All ten of Tyrone’s points came from play and Ciaran McGarvey believes the referee, Seamus Murray from Monaghan, didn’t exactly do them any favours that day.

“There was a remarkable statistic from that game, I don’t think we got a free inside the 45-metre line. I remember Art McRory took it up with the ref afterwards, it took a lot of men to hold him back!

“I know it’s easy to blame the referee but it was frustrating, especially as they got quite a few soft ones at the other end.”

All told it was a frustrating experience and Tyrone were left licking their wounds as Cavan marched into the Ulster final with victory over Fermanagh, falling short at the last hurdle with a three-point defeat to Donegal.

McGarvey said: “Cavan had a decent team and reached the Ulster final, and the thing about it was, that we felt there was a pathway there that would’ve taken us to the All-Ireland final.

“Dublin beat Galway in the ’83 final and at that stage we always felt we were on the same level as Connacht football, so we could’ve gone on a good run but listen, it wasn’t to be.”

One of the difference-makers from a Cavan perspective was a future Breffni legend, Stephen King, then in the infancy of his senior intercounty career. King, who captained Cavan to a long-awaited Ulster title in 1997, came on as a sub against Tyrone in 1983 and made a telling difference in the middle sector.

Reilly said: “That would’ve been the start of it for Stephen. He came on in the Ulster final against Donegal as well and nearly won the game for us. Derek McDonnell’s another man worth mentioning, he’d a very good year, he scored 2-5 in the semi-final against Fermanagh.”
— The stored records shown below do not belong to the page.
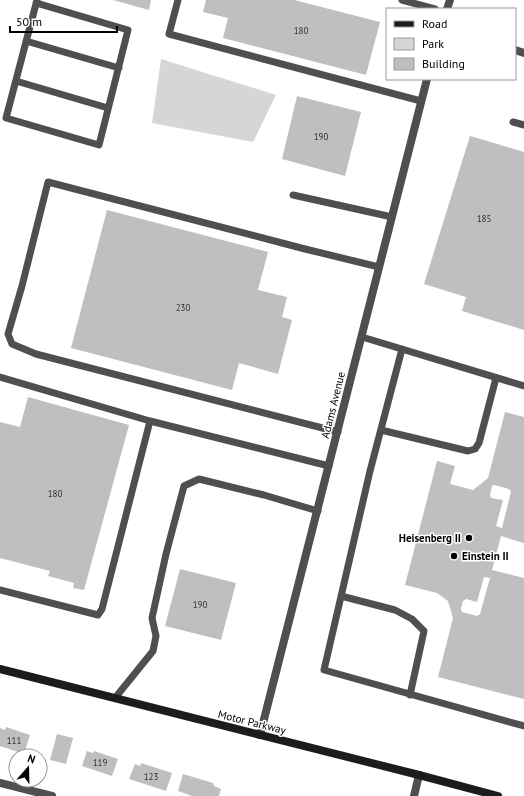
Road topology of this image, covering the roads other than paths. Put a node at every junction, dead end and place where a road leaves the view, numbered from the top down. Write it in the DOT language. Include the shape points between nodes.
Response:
graph roads {
  1 [pos="178,0"];
  2 [pos="402,0"];
  3 [pos="37,1"];
  4 [pos="432,8"];
  5 [pos="26,41"];
  6 [pos="119,68"];
  7 [pos="427,80"];
  8 [pos="16,81"];
  9 [pos="421,101"];
  10 [pos="108,108"];
  11 [pos="513,122"];
  12 [pos="524,125"];
  13 [pos="293,195"];
  14 [pos="392,217"];
  15 [pos="379,267"];
  16 [pos="362,337"];
  17 [pos="402,349"];
  18 [pos="0,378"];
  19 [pos="496,378"];
  20 [pos="524,386"];
  21 [pos="150,420"];
  22 [pos="381,430"];
  23 [pos="338,432"];
  24 [pos="329,466"];
  25 [pos="318,511"];
  26 [pos="0,590"];
  27 [pos="341,596"];
  28 [pos="0,669"];
  29 [pos="410,694"];
  30 [pos="116,698"];
  31 [pos="524,726"];
  32 [pos="260,735"];
  33 [pos="419,775"];
  34 [pos="0,783"];
  35 [pos="52,796"];
  36 [pos="414,796"];
  37 [pos="498,796"];
  1 -- 9 [label="lane" via="169,34"];
  2 -- 4 [label="lane"];
  3 -- 5 [label="lane"];
  3 -- 6 [label="lane" via="128,30"];
  5 -- 6 [label="lane"];
  5 -- 8 [label="lane"];
  6 -- 10 [label="lane"];
  7 -- 9 [label="street, Adams Avenue"];
  8 -- 10 [label="lane"];
  8 -- 10 [label="lane" via="6,118 70,137 99,145"];
  9 -- 14 [label="street, Adams Avenue"];
  11 -- 12 [label="lane"];
  13 -- 14 [label="lane"];
  14 -- 15 [label="street, Adams Avenue"];
  15 -- 16 [label="street, Adams Avenue"];
  15 -- 23 [label="lane" via="48,182 8,334 12,344 36,354"];
  16 -- 17 [label="lane"];
  16 -- 23 [label="street, Adams Avenue"];
  17 -- 19 [label="lane"];
  17 -- 22 [label="lane"];
  18 -- 21 [label="lane"];
  19 -- 20 [label="lane"];
  19 -- 22 [label="lane" via="479,443 475,449 468,451"];
  21 -- 24 [label="lane"];
  21 -- 26 [label="lane" via="102,609 98,615"];
  22 -- 27 [label="lane"];
  23 -- 24 [label="street, Adams Avenue"];
  24 -- 25 [label="street, Adams Avenue"];
  25 -- 30 [label="lane" via="199,479 184,486 152,618 156,636 153,651"];
  25 -- 32 [label="street, Adams Avenue"];
  27 -- 29 [label="lane" via="395,610 412,619 424,631"];
  27 -- 29 [label="lane" via="324,670"];
  28 -- 30 [label="main road, Motor Parkway"];
  29 -- 31 [label="lane"];
  30 -- 32 [label="main road, Motor Parkway"];
  32 -- 33 [label="main road, Motor Parkway"];
  33 -- 36 [label="street"];
  33 -- 37 [label="main road, Motor Parkway"];
  34 -- 35 [label="street"];
}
Tyrone did, however, come good the following year, winning the Ulster title with victory over Armagh – the famous Frank McGuigan final. McGuigan scored 11 points that day, eight with the left, two with the right and one with the fist. McGarvey says marking McGuigan in training was certainly an experience.
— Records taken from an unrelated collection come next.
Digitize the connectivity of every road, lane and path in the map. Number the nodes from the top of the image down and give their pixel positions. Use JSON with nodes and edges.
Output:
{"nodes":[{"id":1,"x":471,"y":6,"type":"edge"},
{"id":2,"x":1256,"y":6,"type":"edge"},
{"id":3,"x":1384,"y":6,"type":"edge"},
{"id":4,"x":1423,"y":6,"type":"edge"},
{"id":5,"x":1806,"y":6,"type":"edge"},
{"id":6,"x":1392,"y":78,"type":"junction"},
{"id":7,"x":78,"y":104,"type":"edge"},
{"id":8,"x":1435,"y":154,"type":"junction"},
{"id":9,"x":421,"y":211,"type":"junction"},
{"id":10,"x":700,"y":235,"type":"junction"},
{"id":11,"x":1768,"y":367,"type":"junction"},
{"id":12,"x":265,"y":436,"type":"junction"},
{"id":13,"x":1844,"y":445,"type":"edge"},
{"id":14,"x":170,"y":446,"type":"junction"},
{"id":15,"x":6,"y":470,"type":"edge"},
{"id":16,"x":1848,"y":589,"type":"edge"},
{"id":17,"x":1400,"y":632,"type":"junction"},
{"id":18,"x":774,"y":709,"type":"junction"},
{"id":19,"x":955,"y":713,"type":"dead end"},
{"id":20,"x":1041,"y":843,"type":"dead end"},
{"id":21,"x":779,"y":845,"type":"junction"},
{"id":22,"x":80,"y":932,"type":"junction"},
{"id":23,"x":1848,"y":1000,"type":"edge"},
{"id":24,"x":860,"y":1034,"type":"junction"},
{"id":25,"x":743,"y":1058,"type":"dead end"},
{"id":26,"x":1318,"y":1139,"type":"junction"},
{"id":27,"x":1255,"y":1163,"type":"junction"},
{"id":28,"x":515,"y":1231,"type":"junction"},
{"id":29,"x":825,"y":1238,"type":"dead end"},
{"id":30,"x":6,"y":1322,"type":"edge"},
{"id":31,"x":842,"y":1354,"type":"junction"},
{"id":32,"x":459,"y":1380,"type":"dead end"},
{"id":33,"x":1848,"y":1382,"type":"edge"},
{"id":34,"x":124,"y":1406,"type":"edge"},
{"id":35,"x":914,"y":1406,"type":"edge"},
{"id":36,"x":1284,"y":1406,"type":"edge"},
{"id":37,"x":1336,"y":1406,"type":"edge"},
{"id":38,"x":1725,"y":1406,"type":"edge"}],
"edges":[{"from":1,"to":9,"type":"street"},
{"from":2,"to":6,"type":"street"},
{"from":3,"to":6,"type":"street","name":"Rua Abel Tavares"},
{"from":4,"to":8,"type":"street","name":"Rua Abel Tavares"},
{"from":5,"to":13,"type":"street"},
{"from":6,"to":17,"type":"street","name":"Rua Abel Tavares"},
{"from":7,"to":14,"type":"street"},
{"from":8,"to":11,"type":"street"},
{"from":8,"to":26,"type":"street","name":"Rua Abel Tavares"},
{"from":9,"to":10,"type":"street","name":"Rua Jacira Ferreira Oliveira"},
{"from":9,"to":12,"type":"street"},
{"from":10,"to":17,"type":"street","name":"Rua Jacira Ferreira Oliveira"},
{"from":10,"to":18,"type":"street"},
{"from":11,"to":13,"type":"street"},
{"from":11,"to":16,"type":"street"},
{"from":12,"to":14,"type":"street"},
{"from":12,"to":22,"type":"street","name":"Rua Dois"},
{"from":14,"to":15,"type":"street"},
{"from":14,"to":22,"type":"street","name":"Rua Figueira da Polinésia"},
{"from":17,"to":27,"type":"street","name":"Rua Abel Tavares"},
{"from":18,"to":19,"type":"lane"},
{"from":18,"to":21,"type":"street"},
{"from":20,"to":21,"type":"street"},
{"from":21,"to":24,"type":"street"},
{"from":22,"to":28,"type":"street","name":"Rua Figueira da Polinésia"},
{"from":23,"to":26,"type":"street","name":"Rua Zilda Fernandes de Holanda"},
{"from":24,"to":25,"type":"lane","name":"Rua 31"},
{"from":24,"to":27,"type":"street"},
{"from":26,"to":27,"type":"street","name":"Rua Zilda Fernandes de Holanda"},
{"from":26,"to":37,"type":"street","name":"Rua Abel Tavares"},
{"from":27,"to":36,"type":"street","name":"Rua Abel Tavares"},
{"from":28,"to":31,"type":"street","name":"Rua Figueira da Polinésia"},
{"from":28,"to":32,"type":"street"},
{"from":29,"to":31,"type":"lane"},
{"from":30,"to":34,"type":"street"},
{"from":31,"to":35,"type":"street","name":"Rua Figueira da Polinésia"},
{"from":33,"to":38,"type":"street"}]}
“I’ve told this to a lot of people, marking Frank in training, particularly in 1984 when he was about the full year, was the best footballing education I ever had in my life.

“All the managers and coaches out there could not teach you what I learnt from marking that man night-after-night in training. He’d everything, people don’t realise how strong he was and he’d no weaknesses to his game. It’s just a pity we didn’t get more out of him the way it all worked out.”
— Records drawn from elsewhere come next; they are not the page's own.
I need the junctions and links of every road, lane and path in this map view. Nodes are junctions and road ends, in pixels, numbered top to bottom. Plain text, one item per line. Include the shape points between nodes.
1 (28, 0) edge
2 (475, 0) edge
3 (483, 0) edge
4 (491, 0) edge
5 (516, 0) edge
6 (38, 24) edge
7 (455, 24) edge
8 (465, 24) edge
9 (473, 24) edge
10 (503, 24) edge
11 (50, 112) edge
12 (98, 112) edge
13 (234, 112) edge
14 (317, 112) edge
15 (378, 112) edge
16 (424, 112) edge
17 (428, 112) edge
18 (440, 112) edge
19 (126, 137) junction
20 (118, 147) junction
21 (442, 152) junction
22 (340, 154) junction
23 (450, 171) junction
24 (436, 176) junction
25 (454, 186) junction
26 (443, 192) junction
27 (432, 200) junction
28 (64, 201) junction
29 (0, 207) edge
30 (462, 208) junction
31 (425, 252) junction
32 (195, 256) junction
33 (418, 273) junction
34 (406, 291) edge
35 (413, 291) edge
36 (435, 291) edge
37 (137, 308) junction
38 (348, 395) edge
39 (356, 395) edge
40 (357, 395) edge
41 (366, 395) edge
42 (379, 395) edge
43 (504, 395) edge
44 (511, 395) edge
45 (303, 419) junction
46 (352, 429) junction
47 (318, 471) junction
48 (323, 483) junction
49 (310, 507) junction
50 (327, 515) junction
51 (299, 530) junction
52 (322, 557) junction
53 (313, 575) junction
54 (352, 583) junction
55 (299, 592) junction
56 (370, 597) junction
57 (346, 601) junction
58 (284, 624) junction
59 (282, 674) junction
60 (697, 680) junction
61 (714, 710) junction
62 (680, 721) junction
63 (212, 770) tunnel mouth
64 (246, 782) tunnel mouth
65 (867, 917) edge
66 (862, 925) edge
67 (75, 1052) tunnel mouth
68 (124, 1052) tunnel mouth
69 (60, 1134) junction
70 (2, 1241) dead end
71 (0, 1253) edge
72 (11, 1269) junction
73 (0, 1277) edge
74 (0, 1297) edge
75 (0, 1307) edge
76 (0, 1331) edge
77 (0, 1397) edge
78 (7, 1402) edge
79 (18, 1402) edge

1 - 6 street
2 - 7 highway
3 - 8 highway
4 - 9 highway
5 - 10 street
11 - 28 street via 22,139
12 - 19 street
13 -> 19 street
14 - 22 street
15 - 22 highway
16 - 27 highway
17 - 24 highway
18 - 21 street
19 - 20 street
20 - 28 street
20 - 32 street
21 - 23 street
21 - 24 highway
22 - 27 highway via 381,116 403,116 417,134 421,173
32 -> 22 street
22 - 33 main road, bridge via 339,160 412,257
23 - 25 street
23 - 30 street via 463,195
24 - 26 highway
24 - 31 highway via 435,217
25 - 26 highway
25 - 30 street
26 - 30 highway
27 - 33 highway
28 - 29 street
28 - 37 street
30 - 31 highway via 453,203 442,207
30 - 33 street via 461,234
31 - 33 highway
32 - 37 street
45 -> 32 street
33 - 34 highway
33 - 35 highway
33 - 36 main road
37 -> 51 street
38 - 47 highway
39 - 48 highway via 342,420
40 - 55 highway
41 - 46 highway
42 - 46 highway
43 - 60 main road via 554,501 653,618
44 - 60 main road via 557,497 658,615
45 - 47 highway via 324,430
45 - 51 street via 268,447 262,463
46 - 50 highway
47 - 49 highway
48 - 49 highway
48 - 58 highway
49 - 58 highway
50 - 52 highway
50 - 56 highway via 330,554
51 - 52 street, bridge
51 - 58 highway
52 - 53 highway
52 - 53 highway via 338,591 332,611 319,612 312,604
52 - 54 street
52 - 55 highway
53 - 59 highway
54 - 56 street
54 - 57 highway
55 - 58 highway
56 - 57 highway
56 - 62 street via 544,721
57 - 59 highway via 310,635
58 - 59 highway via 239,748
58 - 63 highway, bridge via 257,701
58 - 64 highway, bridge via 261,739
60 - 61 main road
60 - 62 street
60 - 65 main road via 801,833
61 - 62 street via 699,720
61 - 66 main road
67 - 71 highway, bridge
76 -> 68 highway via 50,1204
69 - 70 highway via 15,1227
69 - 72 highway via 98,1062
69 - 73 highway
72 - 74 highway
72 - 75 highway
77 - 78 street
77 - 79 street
Naturally enough, both men are taking a keen interest in Sunday’s showdown between the two counties. Reilly lives in Carlow these days but he’ll travel up to Kingspan Breffni with a fair degree of hope that they can consign their long losing record to the Red Hands to the history books.

“I suppose it’s a sense of hope rather than expectation, but I think it’ll stand to us that we’ve already won a game in this year’s championship.

“It’s not really the Tyrone of old, they’re in a bit of a transitionary period. But at the same time they’re a solid Division One outfit and Darragh Canavan and Darren McCurry are two of the best forwards in the country. If they get the supply it could be a long afternoon for us.

“But we’ve been going well really, we claimed victories away from home in the league against Cork, Louth and Kildare, and then the Monaghan result will have been a big boost to the team, I thought it was very well deserved.”

McGarvey, meanwhile, believes that if Tyrone don’t bring their A-game to proceedings, it could mark an early Ulster Championship exit for the Red Hands.

“I know one thing, if we go out on Sunday and we’re not firing on all cylinders, Tyrone will be in for a tough day.

“Breffni Park isn’t an easy place to go to, it was always a difficult place to win in.

“We’d quite a few battles with them and even though they haven’t beaten in Tyrone in the championship in a long time, they haven’t met recently in Breffni and it’s a hard place to go to.

“Cavan have inside knowledge too, with Stephen O’Neill on the line. Cavan was always a county full of very good footballers, they’ve a lot of dangerous players and we’ve really got to start on the right foot this game, we can’t just play ourselves into it, we have to really go for it.”